(Task description) Go through the data line by line. Copy each one holding the string "Taiping".

(Information provided)
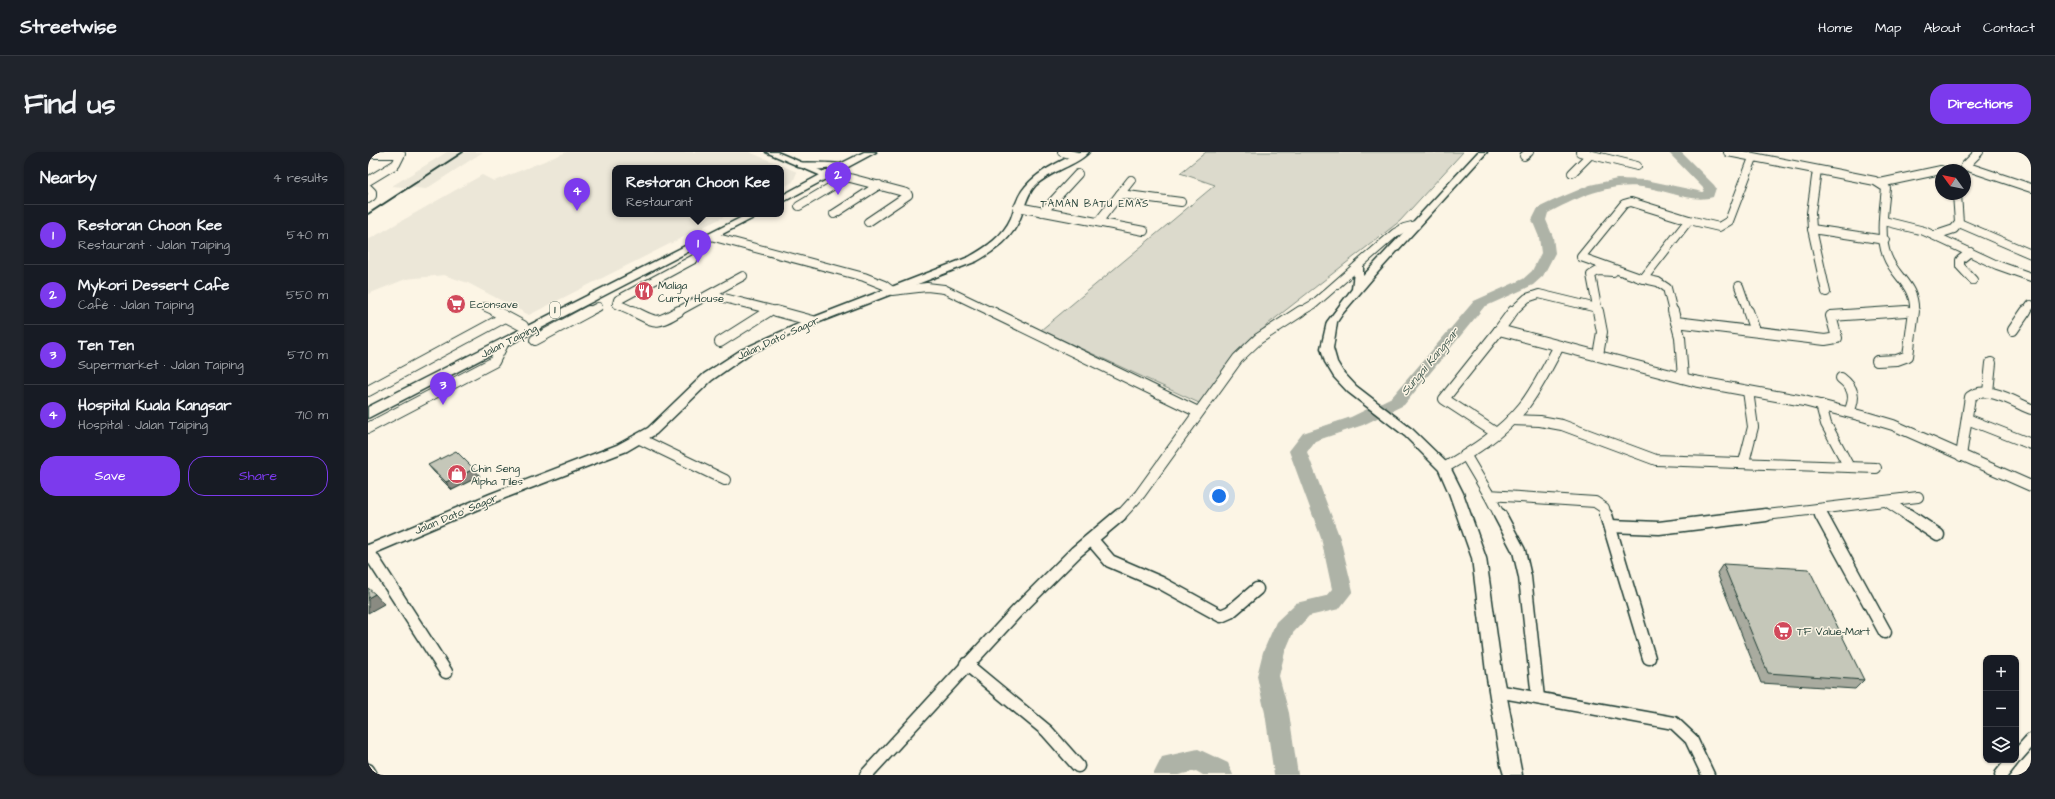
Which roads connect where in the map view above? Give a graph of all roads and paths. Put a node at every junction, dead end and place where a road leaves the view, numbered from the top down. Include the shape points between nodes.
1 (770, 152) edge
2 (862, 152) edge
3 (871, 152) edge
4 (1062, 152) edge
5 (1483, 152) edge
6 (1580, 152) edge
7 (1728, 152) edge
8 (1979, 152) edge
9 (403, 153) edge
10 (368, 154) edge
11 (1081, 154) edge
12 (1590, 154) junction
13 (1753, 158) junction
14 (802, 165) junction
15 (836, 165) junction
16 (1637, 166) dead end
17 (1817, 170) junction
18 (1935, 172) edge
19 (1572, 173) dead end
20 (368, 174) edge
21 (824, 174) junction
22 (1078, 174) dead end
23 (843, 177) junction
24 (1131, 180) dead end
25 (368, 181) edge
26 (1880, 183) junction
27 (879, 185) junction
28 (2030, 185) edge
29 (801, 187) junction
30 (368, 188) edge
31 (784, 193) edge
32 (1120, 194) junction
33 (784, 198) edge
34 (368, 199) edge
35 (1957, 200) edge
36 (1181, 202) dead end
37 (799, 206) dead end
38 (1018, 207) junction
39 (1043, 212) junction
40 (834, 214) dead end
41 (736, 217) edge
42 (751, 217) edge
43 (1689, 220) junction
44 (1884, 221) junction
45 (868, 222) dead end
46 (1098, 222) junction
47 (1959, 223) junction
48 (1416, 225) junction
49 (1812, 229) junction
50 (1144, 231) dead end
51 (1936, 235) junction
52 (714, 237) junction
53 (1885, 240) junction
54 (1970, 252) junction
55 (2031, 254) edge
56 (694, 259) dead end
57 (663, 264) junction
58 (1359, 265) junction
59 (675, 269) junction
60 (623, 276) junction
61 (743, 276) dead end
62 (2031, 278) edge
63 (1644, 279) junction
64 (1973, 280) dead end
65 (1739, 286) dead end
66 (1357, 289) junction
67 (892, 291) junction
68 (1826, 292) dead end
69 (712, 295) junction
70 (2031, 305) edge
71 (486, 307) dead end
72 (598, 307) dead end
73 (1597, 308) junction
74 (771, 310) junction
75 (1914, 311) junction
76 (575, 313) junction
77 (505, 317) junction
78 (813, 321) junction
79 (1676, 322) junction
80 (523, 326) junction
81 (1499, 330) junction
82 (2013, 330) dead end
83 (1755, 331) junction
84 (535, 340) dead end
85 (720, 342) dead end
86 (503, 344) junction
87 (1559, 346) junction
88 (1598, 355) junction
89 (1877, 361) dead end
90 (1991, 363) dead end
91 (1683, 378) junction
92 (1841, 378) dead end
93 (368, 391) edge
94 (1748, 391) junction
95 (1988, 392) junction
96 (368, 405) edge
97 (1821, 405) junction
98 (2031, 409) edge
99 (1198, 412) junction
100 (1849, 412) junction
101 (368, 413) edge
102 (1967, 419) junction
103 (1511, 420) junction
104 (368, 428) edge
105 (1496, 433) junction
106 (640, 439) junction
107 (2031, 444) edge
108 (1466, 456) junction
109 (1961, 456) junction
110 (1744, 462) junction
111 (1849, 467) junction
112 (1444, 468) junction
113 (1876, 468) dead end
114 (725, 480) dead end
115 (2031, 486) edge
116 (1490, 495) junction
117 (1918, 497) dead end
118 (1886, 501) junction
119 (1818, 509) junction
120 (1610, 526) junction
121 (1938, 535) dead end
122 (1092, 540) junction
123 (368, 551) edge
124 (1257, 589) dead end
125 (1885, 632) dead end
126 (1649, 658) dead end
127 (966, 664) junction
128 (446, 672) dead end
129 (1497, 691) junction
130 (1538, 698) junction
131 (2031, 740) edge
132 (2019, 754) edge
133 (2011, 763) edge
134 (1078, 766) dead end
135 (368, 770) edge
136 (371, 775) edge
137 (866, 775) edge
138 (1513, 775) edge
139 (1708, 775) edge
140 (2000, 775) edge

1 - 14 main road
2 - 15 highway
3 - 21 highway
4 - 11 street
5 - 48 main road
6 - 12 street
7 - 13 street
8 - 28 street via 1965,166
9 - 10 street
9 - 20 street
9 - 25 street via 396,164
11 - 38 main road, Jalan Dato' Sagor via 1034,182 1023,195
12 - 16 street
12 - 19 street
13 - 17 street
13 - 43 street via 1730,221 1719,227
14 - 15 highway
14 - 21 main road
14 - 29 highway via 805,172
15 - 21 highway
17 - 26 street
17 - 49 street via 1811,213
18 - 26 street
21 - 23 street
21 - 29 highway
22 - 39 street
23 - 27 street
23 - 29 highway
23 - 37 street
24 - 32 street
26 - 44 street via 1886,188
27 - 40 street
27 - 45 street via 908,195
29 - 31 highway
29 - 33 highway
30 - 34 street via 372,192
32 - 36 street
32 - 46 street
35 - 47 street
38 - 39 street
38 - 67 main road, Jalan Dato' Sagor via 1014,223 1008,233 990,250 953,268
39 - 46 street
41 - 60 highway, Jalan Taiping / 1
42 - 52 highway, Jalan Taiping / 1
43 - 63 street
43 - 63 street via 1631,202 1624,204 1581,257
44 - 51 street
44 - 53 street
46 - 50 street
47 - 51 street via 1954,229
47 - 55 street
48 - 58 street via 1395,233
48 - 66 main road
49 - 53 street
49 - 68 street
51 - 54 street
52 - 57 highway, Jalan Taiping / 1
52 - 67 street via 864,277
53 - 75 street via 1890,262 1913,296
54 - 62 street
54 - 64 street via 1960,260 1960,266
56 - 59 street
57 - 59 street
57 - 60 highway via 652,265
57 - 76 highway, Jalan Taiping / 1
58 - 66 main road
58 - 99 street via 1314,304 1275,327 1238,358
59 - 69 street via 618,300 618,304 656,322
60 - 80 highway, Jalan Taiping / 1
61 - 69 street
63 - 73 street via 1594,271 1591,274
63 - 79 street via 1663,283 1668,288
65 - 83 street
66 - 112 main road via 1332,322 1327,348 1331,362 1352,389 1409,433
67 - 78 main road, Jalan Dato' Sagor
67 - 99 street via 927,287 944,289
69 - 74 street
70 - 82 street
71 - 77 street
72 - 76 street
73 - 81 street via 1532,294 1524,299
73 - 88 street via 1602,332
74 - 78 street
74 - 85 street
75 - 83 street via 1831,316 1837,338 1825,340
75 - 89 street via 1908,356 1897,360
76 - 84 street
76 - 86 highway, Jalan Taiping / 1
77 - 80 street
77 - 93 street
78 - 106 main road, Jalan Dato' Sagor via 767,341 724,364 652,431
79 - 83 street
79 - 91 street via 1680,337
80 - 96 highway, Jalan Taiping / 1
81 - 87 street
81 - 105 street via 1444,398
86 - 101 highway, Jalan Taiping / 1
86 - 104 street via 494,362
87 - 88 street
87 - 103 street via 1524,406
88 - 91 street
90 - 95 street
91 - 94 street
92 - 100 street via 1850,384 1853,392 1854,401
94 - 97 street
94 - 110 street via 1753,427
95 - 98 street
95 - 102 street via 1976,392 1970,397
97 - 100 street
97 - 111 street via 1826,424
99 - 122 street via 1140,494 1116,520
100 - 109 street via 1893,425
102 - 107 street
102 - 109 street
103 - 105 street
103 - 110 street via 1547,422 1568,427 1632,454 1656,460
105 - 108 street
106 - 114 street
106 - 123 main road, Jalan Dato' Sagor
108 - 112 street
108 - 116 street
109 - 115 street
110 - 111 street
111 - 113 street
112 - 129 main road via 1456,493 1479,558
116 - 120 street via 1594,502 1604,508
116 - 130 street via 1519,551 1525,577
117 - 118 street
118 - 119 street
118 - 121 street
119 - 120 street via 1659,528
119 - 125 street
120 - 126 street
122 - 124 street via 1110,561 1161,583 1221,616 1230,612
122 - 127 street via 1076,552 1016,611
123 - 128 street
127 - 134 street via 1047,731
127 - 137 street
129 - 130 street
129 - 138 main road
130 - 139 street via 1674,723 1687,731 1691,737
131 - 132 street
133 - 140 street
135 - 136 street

(Solution for this exercise)
41 - 60 highway, Jalan Taiping / 1
42 - 52 highway, Jalan Taiping / 1
52 - 57 highway, Jalan Taiping / 1
57 - 76 highway, Jalan Taiping / 1
60 - 80 highway, Jalan Taiping / 1
76 - 86 highway, Jalan Taiping / 1
80 - 96 highway, Jalan Taiping / 1
86 - 101 highway, Jalan Taiping / 1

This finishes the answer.